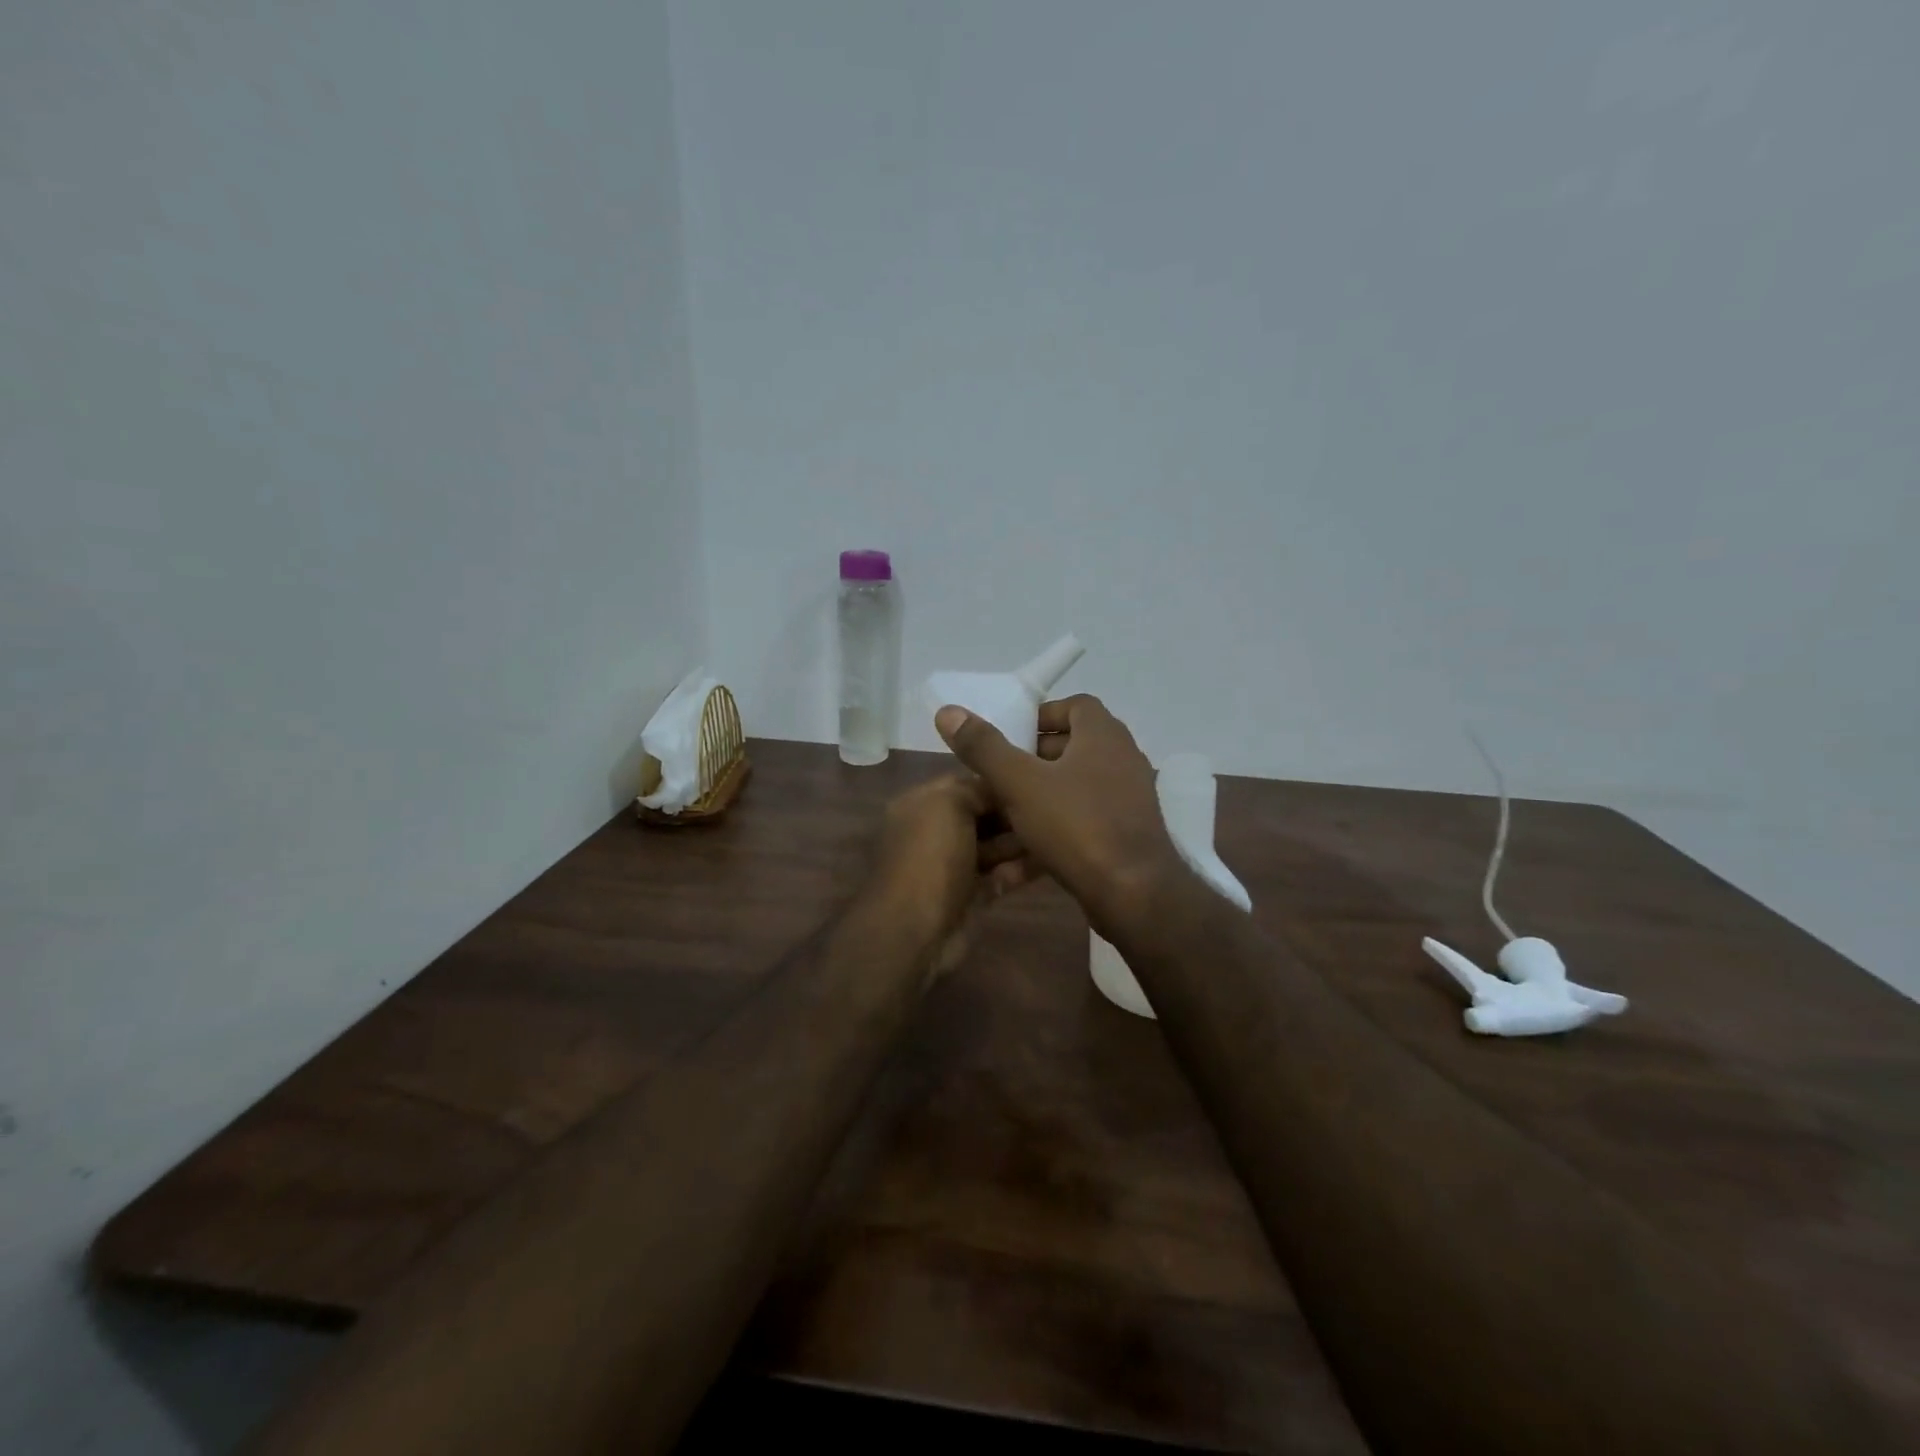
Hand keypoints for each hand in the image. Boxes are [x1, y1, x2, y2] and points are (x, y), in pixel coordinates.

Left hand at [866, 774, 1036, 976]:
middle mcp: (935, 833)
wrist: (915, 928)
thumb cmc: (930, 856)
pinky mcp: (971, 897)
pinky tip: (1053, 859)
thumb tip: (999, 789)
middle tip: (1052, 805)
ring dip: (1021, 840)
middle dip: (1012, 811)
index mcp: (921, 805)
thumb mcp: (949, 803)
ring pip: (993, 846)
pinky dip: (1022, 868)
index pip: (963, 784)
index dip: (996, 780)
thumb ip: (975, 789)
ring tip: (1060, 829)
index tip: (1032, 778)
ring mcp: (953, 867)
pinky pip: (1001, 875)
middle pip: (981, 815)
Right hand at [933, 694, 1186, 936]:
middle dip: (1034, 759)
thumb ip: (984, 747)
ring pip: (1076, 787)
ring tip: (1005, 814)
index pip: (1076, 705)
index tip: (1011, 736)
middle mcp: (1122, 759)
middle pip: (1074, 747)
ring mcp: (1128, 799)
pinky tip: (1025, 856)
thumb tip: (949, 711)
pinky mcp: (1127, 834)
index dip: (1041, 716)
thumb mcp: (1019, 783)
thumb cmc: (1076, 825)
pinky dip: (1057, 828)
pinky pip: (1085, 820)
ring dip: (1042, 796)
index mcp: (1103, 735)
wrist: (1133, 893)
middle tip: (1000, 775)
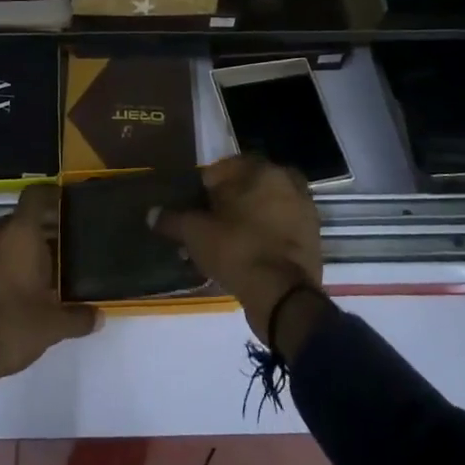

=== Task item ===
What the task needs is the material above repeated exactly, pictures excepted.

=== Final answer ===
Hand keypoints for each hand in the image. Boxes are [x1, y1, x2, y2] and points are (x, y), in pixel coordinates.

Left hand at [866, 774, 1036, 976]:
middle mcp: (935, 833)
wrist: (915, 928)
thumb cmc: (930, 856)
pinky mcp: (971, 897)
pinky tip: (1053, 859)
thumb tip: (999, 789)
middle tip: (1052, 805)
ring dip: (1021, 840)
middle dip: (1012, 811)
index mcp: (921, 805)
thumb mcp: (949, 803)
ring pip: (993, 846)
pinky dip: (1022, 868)
index pip: (963, 784)
index dip: (996, 780)
thumb ip: (975, 789)
ring tip: (1060, 829)
index tip: (1032, 778)
ring mcp: (953, 867)
pinky pip: (1001, 875)
middle pip: (981, 815)
Right hand at [933, 694, 1186, 936]:
middle dip: (1034, 759)
thumb ip: (984, 747)
ring pip: (1076, 787)
ring tip: (1005, 814)
index pip: (1076, 705)
index tip: (1011, 736)
middle mcp: (1122, 759)
middle pip: (1074, 747)
ring mcp: (1128, 799)
pinky tip: (1025, 856)
thumb tip: (949, 711)
pinky mcp: (1127, 834)
index dip: (1041, 716)
thumb mcp: (1019, 783)
thumb cmc: (1076, 825)
pinky dip: (1057, 828)
pinky pip: (1085, 820)
ring dip: (1042, 796)
index mcp: (1103, 735)
wrist: (1133, 893)
middle tip: (1000, 775)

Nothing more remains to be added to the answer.